[DATASET RECORDS Boundary: Start]
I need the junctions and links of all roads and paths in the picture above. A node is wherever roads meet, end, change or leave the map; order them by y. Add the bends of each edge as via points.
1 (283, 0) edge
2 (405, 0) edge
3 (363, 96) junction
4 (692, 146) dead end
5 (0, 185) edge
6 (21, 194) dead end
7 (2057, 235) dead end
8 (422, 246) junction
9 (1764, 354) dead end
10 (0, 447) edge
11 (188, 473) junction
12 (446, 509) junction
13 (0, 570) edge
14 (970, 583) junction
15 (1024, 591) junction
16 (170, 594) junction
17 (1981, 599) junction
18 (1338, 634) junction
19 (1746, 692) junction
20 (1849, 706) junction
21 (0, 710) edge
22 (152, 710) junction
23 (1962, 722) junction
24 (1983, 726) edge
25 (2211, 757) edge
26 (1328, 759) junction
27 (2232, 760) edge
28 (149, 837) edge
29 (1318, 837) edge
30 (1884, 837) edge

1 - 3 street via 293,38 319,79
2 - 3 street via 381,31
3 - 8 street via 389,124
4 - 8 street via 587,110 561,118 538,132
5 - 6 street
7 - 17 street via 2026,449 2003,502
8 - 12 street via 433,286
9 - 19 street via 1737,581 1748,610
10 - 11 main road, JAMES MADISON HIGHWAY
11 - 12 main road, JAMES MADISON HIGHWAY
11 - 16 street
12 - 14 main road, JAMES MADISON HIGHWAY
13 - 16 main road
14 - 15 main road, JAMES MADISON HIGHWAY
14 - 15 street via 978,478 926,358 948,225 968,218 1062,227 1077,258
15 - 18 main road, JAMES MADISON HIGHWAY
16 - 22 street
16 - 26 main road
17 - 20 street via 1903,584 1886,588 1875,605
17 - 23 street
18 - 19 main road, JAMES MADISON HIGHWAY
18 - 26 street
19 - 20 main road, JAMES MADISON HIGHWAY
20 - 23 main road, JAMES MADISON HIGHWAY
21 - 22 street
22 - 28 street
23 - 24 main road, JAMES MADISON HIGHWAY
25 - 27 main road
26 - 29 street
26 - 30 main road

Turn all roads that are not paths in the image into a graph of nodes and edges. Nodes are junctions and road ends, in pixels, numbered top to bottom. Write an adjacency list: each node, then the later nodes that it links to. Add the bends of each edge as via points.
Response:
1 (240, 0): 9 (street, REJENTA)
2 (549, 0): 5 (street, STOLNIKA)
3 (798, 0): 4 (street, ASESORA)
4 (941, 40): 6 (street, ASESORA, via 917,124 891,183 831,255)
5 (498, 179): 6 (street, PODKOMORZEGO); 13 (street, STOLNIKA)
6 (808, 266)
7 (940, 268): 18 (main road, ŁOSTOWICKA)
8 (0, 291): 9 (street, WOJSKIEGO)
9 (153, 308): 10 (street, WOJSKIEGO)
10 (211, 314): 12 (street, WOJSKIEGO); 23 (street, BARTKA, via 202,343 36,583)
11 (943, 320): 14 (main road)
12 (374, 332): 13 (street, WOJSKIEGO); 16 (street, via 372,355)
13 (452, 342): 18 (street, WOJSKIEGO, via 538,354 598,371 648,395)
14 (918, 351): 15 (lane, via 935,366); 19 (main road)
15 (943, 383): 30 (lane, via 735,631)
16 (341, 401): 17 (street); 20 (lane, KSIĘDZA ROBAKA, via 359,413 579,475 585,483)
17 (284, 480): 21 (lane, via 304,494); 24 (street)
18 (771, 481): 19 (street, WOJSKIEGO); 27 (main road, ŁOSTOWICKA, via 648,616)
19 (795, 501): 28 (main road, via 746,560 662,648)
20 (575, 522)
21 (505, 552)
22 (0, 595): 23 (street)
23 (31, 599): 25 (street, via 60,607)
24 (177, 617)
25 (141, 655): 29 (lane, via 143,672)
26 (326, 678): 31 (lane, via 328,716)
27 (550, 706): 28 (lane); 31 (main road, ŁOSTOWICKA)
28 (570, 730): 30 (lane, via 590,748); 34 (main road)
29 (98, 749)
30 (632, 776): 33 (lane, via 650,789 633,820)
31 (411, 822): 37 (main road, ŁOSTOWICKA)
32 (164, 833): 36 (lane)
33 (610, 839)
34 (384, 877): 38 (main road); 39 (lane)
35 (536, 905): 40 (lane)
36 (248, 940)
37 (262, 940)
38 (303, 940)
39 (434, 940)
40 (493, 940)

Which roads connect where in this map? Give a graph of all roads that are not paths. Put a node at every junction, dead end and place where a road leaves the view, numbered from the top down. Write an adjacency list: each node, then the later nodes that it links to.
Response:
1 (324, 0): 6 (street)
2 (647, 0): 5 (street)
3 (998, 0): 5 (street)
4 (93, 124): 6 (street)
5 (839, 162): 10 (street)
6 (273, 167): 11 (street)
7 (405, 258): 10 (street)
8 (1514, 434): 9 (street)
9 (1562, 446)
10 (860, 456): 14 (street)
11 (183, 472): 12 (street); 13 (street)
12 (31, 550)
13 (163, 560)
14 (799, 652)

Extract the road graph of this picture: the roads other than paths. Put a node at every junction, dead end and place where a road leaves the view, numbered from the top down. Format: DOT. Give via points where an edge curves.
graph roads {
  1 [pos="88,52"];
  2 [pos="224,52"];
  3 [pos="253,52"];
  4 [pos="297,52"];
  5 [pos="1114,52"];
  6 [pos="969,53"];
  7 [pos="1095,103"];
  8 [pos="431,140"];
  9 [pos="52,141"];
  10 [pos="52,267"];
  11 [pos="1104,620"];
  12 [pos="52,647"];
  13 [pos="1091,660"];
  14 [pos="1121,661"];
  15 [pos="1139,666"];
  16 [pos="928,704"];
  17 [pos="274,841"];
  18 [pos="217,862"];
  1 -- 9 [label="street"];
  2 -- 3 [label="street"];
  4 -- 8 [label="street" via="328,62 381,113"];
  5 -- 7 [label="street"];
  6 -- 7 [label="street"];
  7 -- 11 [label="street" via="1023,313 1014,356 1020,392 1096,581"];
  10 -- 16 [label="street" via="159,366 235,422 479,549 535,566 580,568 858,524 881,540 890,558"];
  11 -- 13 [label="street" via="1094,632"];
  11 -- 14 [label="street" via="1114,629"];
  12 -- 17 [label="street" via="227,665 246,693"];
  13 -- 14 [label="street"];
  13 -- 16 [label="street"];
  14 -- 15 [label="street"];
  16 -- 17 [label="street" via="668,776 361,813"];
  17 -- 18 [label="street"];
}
[DATASET RECORDS Boundary: End]
**PROBLEM DETAILS**
Please output every record exactly as it appears.

**THE ANSWER**
I need the junctions and links of all roads and paths in the picture above. A node is wherever roads meet, end, change or leave the map; order them by y. Add the bends of each edge as via points.
1 (283, 0) edge
2 (405, 0) edge
3 (363, 96) junction
4 (692, 146) dead end
5 (0, 185) edge
6 (21, 194) dead end
7 (2057, 235) dead end
8 (422, 246) junction
9 (1764, 354) dead end
10 (0, 447) edge
11 (188, 473) junction
12 (446, 509) junction
13 (0, 570) edge
14 (970, 583) junction
15 (1024, 591) junction
16 (170, 594) junction
17 (1981, 599) junction
18 (1338, 634) junction
19 (1746, 692) junction
20 (1849, 706) junction
21 (0, 710) edge
22 (152, 710) junction
23 (1962, 722) junction
24 (1983, 726) edge
25 (2211, 757) edge
26 (1328, 759) junction
27 (2232, 760) edge
28 (149, 837) edge
29 (1318, 837) edge
30 (1884, 837) edge

1 - 3 street via 293,38 319,79
2 - 3 street via 381,31
3 - 8 street via 389,124
4 - 8 street via 587,110 561,118 538,132
5 - 6 street
7 - 17 street via 2026,449 2003,502
8 - 12 street via 433,286
9 - 19 street via 1737,581 1748,610
10 - 11 main road, JAMES MADISON HIGHWAY
11 - 12 main road, JAMES MADISON HIGHWAY
11 - 16 street
12 - 14 main road, JAMES MADISON HIGHWAY
13 - 16 main road
14 - 15 main road, JAMES MADISON HIGHWAY
14 - 15 street via 978,478 926,358 948,225 968,218 1062,227 1077,258
15 - 18 main road, JAMES MADISON HIGHWAY
16 - 22 street
16 - 26 main road
17 - 20 street via 1903,584 1886,588 1875,605
17 - 23 street
18 - 19 main road, JAMES MADISON HIGHWAY
18 - 26 street
19 - 20 main road, JAMES MADISON HIGHWAY
20 - 23 main road, JAMES MADISON HIGHWAY
21 - 22 street
22 - 28 street
23 - 24 main road, JAMES MADISON HIGHWAY
25 - 27 main road
26 - 29 street
26 - 30 main road

Turn all roads that are not paths in the image into a graph of nodes and edges. Nodes are junctions and road ends, in pixels, numbered top to bottom. Write an adjacency list: each node, then the later nodes that it links to. Add the bends of each edge as via points.
Response:
1 (240, 0): 9 (street, REJENTA)
2 (549, 0): 5 (street, STOLNIKA)
3 (798, 0): 4 (street, ASESORA)
4 (941, 40): 6 (street, ASESORA, via 917,124 891,183 831,255)
5 (498, 179): 6 (street, PODKOMORZEGO); 13 (street, STOLNIKA)
6 (808, 266)
7 (940, 268): 18 (main road, ŁOSTOWICKA)
8 (0, 291): 9 (street, WOJSKIEGO)
9 (153, 308): 10 (street, WOJSKIEGO)
10 (211, 314): 12 (street, WOJSKIEGO); 23 (street, BARTKA, via 202,343 36,583)
11 (943, 320): 14 (main road)
12 (374, 332): 13 (street, WOJSKIEGO); 16 (street, via 372,355)
13 (452, 342): 18 (street, WOJSKIEGO, via 538,354 598,371 648,395)
14 (918, 351): 15 (lane, via 935,366); 19 (main road)
15 (943, 383): 30 (lane, via 735,631)
16 (341, 401): 17 (street); 20 (lane, KSIĘDZA ROBAKA, via 359,413 579,475 585,483)
17 (284, 480): 21 (lane, via 304,494); 24 (street)
18 (771, 481): 19 (street, WOJSKIEGO); 27 (main road, ŁOSTOWICKA, via 648,616)
19 (795, 501): 28 (main road, via 746,560 662,648)
20 (575, 522)
21 (505, 552)
22 (0, 595): 23 (street)
23 (31, 599): 25 (street, via 60,607)
24 (177, 617)
25 (141, 655): 29 (lane, via 143,672)
26 (326, 678): 31 (lane, via 328,716)
27 (550, 706): 28 (lane); 31 (main road, ŁOSTOWICKA)
28 (570, 730): 30 (lane, via 590,748); 34 (main road)
29 (98, 749)
30 (632, 776): 33 (lane, via 650,789 633,820)
31 (411, 822): 37 (main road, ŁOSTOWICKA)
32 (164, 833): 36 (lane)
33 (610, 839)
34 (384, 877): 38 (main road); 39 (lane)
35 (536, 905): 40 (lane)
36 (248, 940)
37 (262, 940)
38 (303, 940)
39 (434, 940)
40 (493, 940)

Which roads connect where in this map? Give a graph of all roads that are not paths. Put a node at every junction, dead end and place where a road leaves the view, numbered from the top down. Write an adjacency list: each node, then the later nodes that it links to.
Response:
1 (324, 0): 6 (street)
2 (647, 0): 5 (street)
3 (998, 0): 5 (street)
4 (93, 124): 6 (street)
5 (839, 162): 10 (street)
6 (273, 167): 11 (street)
7 (405, 258): 10 (street)
8 (1514, 434): 9 (street)
9 (1562, 446)
10 (860, 456): 14 (street)
11 (183, 472): 12 (street); 13 (street)
12 (31, 550)
13 (163, 560)
14 (799, 652)

Extract the road graph of this picture: the roads other than paths. Put a node at every junction, dead end and place where a road leaves the view, numbered from the top down. Format: DOT. Give via points where an edge curves.
graph roads {
  1 [pos="88,52"];
  2 [pos="224,52"];
  3 [pos="253,52"];
  4 [pos="297,52"];
  5 [pos="1114,52"];
  6 [pos="969,53"];
  7 [pos="1095,103"];
  8 [pos="431,140"];
  9 [pos="52,141"];
  10 [pos="52,267"];
  11 [pos="1104,620"];
  12 [pos="52,647"];
  13 [pos="1091,660"];
  14 [pos="1121,661"];
  15 [pos="1139,666"];
  16 [pos="928,704"];
  17 [pos="274,841"];
  18 [pos="217,862"];
  1 -- 9 [label="street"];
  2 -- 3 [label="street"];
  4 -- 8 [label="street" via="328,62 381,113"];
  5 -- 7 [label="street"];
  6 -- 7 [label="street"];
  7 -- 11 [label="street" via="1023,313 1014,356 1020,392 1096,581"];
  10 -- 16 [label="street" via="159,366 235,422 479,549 535,566 580,568 858,524 881,540 890,558"];
  11 -- 13 [label="street" via="1094,632"];
  11 -- 14 [label="street" via="1114,629"];
  12 -- 17 [label="street" via="227,665 246,693"];
  13 -- 14 [label="street"];
  13 -- 16 [label="street"];
  14 -- 15 [label="street"];
  16 -- 17 [label="street" via="668,776 361,813"];
  17 -- 18 [label="street"];
}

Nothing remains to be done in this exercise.